--- Material for this task Enclosed Below ---

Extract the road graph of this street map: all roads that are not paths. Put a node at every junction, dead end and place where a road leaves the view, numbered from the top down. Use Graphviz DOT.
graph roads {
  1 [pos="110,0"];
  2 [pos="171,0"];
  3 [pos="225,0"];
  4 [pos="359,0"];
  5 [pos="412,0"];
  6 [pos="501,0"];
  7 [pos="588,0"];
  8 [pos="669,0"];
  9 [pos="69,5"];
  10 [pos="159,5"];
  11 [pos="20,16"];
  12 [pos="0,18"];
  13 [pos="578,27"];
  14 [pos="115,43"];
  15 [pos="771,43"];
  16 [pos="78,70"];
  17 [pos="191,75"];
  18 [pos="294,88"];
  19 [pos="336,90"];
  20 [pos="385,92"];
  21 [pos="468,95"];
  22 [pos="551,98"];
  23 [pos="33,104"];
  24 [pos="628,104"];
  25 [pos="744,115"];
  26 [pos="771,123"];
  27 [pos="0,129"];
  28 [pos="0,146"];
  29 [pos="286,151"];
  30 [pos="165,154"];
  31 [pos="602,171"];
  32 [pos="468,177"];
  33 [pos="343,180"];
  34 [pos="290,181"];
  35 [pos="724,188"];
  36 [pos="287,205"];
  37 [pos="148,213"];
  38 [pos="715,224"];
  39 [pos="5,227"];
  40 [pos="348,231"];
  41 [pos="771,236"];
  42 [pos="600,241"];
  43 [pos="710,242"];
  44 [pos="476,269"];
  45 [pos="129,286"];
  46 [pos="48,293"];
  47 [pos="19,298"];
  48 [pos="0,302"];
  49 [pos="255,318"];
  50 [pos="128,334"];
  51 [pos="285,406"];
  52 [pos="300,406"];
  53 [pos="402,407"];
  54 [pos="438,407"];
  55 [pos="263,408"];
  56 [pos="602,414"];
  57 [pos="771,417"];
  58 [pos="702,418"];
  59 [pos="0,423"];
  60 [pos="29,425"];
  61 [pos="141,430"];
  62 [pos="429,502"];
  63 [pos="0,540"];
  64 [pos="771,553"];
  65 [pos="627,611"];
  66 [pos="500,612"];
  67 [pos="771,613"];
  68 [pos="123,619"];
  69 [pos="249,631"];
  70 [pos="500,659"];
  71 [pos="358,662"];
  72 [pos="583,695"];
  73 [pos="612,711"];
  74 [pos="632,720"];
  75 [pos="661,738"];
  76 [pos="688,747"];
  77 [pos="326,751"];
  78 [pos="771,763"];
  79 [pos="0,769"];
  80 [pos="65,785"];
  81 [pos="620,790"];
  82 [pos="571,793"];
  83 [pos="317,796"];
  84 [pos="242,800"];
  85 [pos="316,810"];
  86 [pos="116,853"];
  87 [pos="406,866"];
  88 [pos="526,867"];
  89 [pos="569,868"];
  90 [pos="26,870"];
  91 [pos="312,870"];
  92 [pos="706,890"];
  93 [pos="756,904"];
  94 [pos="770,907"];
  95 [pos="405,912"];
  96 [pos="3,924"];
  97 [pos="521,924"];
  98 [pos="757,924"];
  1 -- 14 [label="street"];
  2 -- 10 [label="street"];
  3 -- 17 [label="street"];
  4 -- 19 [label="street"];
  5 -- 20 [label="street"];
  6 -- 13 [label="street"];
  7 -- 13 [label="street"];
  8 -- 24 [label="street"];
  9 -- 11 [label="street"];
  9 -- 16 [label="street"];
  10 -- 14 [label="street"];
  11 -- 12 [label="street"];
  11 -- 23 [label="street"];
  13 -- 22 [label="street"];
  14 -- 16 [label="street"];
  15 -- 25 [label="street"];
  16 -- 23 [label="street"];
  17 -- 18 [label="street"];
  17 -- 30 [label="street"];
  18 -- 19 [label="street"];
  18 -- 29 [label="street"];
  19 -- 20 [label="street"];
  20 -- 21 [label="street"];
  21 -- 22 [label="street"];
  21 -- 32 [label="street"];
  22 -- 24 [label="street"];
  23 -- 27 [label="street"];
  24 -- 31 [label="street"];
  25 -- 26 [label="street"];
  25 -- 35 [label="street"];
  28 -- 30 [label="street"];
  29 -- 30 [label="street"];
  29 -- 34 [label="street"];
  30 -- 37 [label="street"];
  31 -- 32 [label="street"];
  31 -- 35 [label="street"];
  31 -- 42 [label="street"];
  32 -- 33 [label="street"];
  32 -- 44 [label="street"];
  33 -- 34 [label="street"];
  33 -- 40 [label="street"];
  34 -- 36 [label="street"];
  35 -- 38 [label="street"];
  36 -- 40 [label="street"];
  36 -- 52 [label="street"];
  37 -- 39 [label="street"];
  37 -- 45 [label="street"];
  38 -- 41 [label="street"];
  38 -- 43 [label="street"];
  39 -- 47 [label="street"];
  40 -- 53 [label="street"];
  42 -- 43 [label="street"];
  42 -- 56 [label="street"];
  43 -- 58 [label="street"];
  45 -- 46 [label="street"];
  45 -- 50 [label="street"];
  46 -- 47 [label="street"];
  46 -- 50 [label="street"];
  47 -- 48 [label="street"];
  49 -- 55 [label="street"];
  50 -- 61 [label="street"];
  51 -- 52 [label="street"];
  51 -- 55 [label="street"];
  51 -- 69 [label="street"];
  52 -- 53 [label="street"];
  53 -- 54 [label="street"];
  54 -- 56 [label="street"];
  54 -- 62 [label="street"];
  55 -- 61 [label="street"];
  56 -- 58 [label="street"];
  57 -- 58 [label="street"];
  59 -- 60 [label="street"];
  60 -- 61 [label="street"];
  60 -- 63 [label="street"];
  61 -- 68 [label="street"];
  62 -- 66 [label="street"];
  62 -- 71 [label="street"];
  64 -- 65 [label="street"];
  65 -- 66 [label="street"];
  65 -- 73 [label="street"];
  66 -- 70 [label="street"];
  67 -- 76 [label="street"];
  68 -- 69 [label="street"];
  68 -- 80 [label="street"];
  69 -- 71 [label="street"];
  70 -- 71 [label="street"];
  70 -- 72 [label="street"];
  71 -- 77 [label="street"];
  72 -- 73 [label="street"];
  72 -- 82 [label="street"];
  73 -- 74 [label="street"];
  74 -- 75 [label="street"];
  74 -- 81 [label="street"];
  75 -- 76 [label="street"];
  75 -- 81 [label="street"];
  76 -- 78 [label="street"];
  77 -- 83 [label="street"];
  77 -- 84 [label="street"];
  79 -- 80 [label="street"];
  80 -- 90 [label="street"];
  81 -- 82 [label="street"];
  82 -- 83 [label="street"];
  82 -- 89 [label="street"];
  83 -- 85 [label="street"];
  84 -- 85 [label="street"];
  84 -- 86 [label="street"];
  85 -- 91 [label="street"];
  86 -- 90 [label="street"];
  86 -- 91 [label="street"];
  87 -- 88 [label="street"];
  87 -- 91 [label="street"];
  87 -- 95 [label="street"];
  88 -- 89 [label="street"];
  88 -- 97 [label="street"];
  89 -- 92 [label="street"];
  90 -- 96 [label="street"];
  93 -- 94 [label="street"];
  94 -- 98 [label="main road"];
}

--- End of Enclosed Material for this task ---

What you have to do — Going through the listing, tally each line that contains "graph", then state the total with no other text.

Expected answer — 2